Thai PM Asks Coalition Partner to Halt Amnesty Campaign
Thai Prime Minister Thaksin Shinawatra Thursday appealed to a member of the ruling coalition to drop his campaign for an amnesty law which would shield the premier from a looming corruption conviction.
Thaksin, who faces a five-year ban from politics over charges of concealing a portion of his enormous assets, said he was confident of being cleared by the Constitutional Court which began hearing an appeal earlier this month.
The beleaguered leader appealed for Veera Musikapong, an outspoken member of the New Aspiration Party which is part of the Thai Rak Thai-led coalition, to halt the amnesty campaign which has drawn ridicule in the media.
"I will ask him not to go ahead, but I am not confident he will listen to me as it is his firm intention," Thaksin said on his return from an official visit to Vietnam Thursday.

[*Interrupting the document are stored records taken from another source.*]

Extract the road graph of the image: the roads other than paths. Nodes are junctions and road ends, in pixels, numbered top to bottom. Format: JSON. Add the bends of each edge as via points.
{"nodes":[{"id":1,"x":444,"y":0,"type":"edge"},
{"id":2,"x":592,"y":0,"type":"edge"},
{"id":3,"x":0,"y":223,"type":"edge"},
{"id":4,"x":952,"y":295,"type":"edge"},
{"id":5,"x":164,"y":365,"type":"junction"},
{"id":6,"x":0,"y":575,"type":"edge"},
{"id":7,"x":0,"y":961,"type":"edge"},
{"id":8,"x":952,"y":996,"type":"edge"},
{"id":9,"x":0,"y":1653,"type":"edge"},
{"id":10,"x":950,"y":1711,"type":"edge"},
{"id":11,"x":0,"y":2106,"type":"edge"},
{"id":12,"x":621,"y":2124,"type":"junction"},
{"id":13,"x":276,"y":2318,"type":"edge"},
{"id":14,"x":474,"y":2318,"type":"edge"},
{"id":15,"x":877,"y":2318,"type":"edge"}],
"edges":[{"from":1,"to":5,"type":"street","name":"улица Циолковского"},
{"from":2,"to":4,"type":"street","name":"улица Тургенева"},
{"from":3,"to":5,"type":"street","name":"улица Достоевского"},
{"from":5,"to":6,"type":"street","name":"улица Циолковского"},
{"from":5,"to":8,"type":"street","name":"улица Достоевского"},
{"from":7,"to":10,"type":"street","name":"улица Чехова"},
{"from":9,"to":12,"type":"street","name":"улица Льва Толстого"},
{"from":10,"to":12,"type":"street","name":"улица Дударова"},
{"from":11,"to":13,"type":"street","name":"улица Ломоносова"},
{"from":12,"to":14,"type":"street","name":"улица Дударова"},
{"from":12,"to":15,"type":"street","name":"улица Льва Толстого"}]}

"There is no need to issue an amnesty law ... an amnesty would mean that I am guilty, and I am confident that I am not guilty."
Veera caused an outcry this week by proposing to collect half a million signatures to support an amnesty bill in parliament, in the event the Constitutional Court finds Thaksin guilty and boots him out of office.
But on Thursday he backtracked, saying he would call off his campaign if pressed by the prime minister.
Veera said the purpose of his amnesty drive was to relieve Thaksin of the worries caused by his court battle and to respect the strong mandate he was handed by voters in January's landslide general election victory.
"This amnesty law would cover all cases already ruled on by the Constitutional Court or that are still under deliberation," he told reporters.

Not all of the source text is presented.